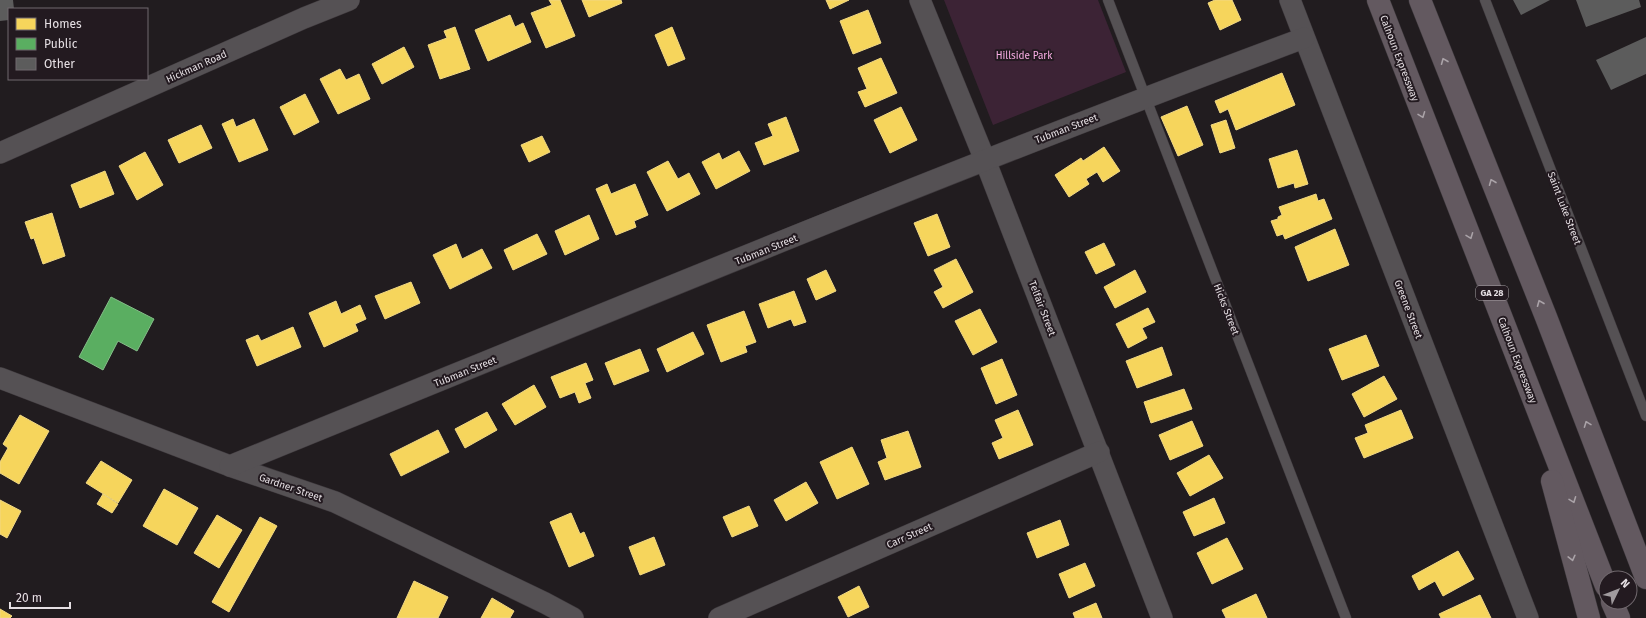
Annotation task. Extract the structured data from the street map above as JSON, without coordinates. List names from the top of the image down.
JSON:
{
  "streets": {
    "highway": ["Calhoun Expressway", "GA 28"],
    "street": [
      "Hickman Road",
      "Tubman Street",
      "Telfair Street",
      "Greene Street",
      "Gardner Street",
      "Carr Street"
    ],
    "lane": ["Saint Luke Street", "Hicks Street"]
  },
  "crossings": [
    ["Tubman Street", "Telfair Street"],
    ["Tubman Street", "Hicks Street"],
    ["Tubman Street", "Greene Street"],
    ["Tubman Street", "Gardner Street"],
    ["Telfair Street", "Carr Street"]
  ],
  "parks": ["Hillside Park"],
  "legend": ["Homes", "Public", "Other"],
  "scale_bar": "20 m",
  "north": "top right"
}
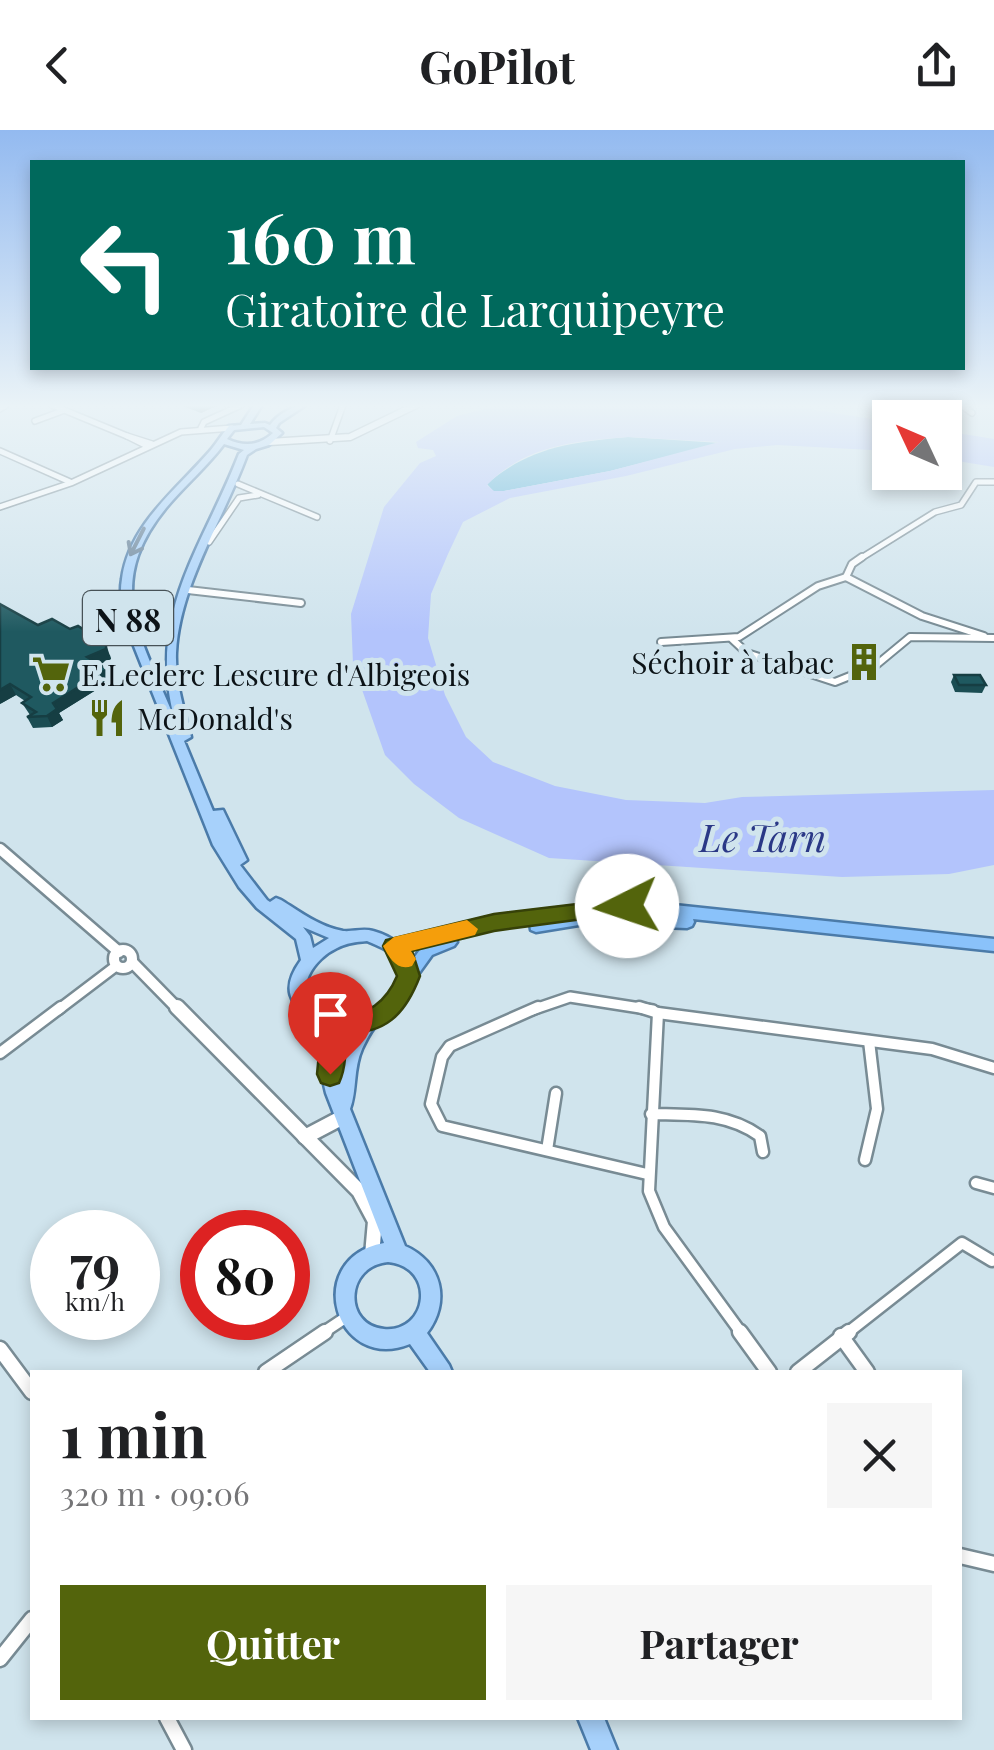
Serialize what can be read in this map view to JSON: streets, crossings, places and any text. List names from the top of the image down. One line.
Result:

⁂

» **Problem statement**
Set the entries down exactly, but not the pictures.

» **Task response**
Annotation task. Extract the structured data from the street map above as JSON, without coordinates. List names from the top of the image down.
JSON:
{
  "streets": {
    "highway": ["Calhoun Expressway", "GA 28"],
    "street": [
      "Hickman Road",
      "Tubman Street",
      "Telfair Street",
      "Greene Street",
      "Gardner Street",
      "Carr Street"
    ],
    "lane": ["Saint Luke Street", "Hicks Street"]
  },
  "crossings": [
    ["Tubman Street", "Telfair Street"],
    ["Tubman Street", "Hicks Street"],
    ["Tubman Street", "Greene Street"],
    ["Tubman Street", "Gardner Street"],
    ["Telfair Street", "Carr Street"]
  ],
  "parks": ["Hillside Park"],
  "legend": ["Homes", "Public", "Other"],
  "scale_bar": "20 m",
  "north": "top right"
}
Serialize what can be read in this map view to JSON: streets, crossings, places and any text. List names from the top of the image down. One line.
Result:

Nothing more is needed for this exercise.